The fabric of the community she is part and parcel of is fast unravelling.

She and 16 families face the unsettling prospect of being moved nearly 30km from their Woodstock homes to Wolwerivier if the Western Cape High Court endorses Cape Town council’s request.

Despite the Western Cape High Court’s assertion that public transport and amenities were accessible at Wolwerivier, a Weekend Argus visit there this week proved the opposite, with residents of this temporary relocation area (since 2015) lamenting their lot.

The Bromwell Street residents are fighting the city’s plans to truck them to this wasteland in the metro’s northern reaches, far away from schools, clinics, job opportunities and other amenities.

“This is where I have lived all my life. This is the only place I know. At my age, how do you just get told that you are uprooted?” The Woodstock clinic, where she gets her chronic medication every month is nearby and so is Groote Schuur Hospital, where she sees a medical specialist.

The other families affected share her concerns as they wait an outcome their future is in limbo.

Some families have removed their children from schools in Salt River and Woodstock because teachers told them they could be moving soon and the space could have been given to children who will remain in the area. It’s three weeks into the school term and they fear their children might miss a year of schooling.

Smith said her mother lived in the house, until she died at the age of 95.

But the decision about her family’s future is weighing heavily on her. “What will happen to the relationships we have built here as a community? This keeps me awake at night and my health has taken a knock.”

The residents’ spokesperson, Charnel Commando, said they fear most of them might lose their jobs, especially those who start work in the early hours. They would have to travel a long distance.

Theirs will be a long trek as there is no bus service – employers prefer people who are reliable and arrive at work on time.

When the the Weekend Argus visited Wolwerivier, residents there described life as being “hard and painful”.

They are frustrated, angry and live in despair.

The area was meant to provide temporary emergency accommodation for the people who were removed from various informal settlements.

Prefabricated houses line gravel roads. They have a toilet, a basin which is used as a kitchen sink, electricity and water but no bath or shower.

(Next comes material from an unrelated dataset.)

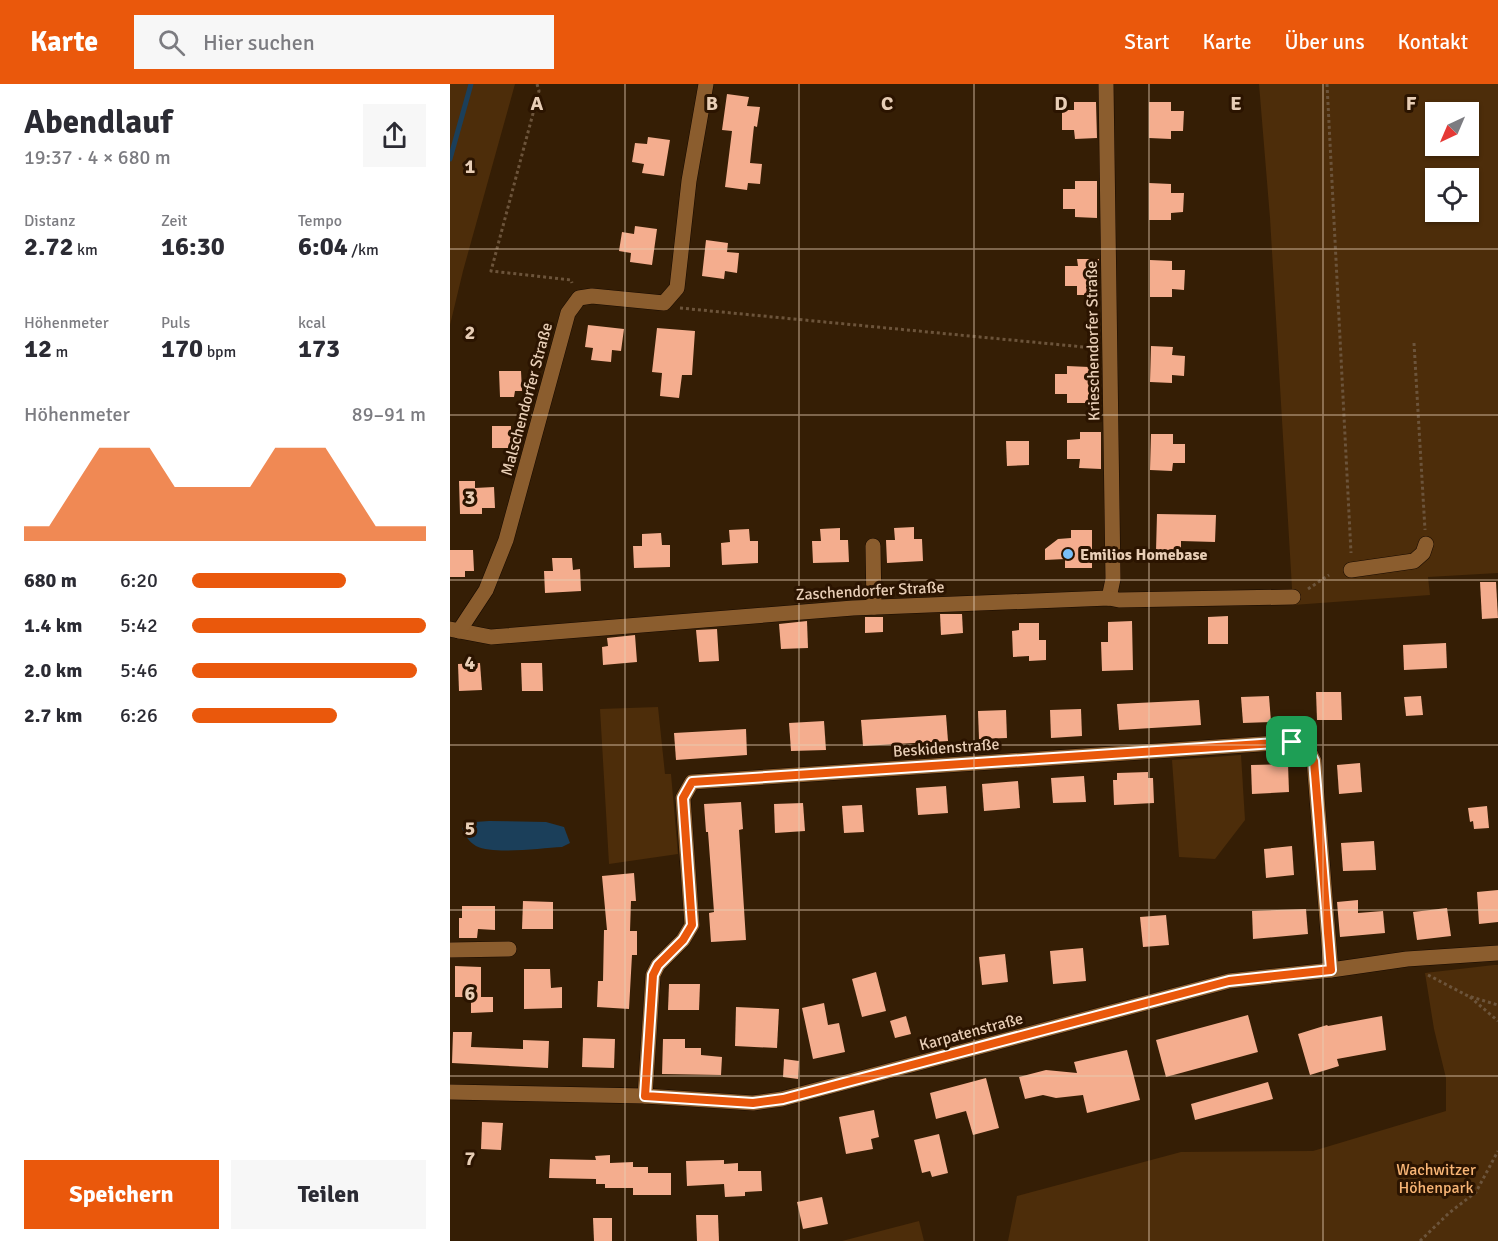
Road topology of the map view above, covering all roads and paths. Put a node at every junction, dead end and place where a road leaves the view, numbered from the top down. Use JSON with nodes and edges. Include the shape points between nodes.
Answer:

Besides a crèche there are no social amenities. A spaza shop sells mostly bread, milk, sweets and cooldrink.

Children attend schools in Dunoon and Philadelphia and their parents organise private transport, which costs from R350 a month depending on the distance.

There are no clinics, no bus service and the only form of public transport are two minibus taxis that operate at certain hours and only between Wolwerivier and Dunoon.

The nearest hospital is in Atlantis.

Resident Nomnikelo Lani said the crime rate and drug use had increased, but the closest police station is in Philadelphia.

“Recently my family experienced a traumatic incident. I had to take a day off work to check on progress with the police. But what upsets me most is that we did not receive any professional counselling – we all still cannot come to terms with what happened.”

Lani said recently some families who were left out of the initial allocation of houses, forcefully occupied some houses that were empty for long.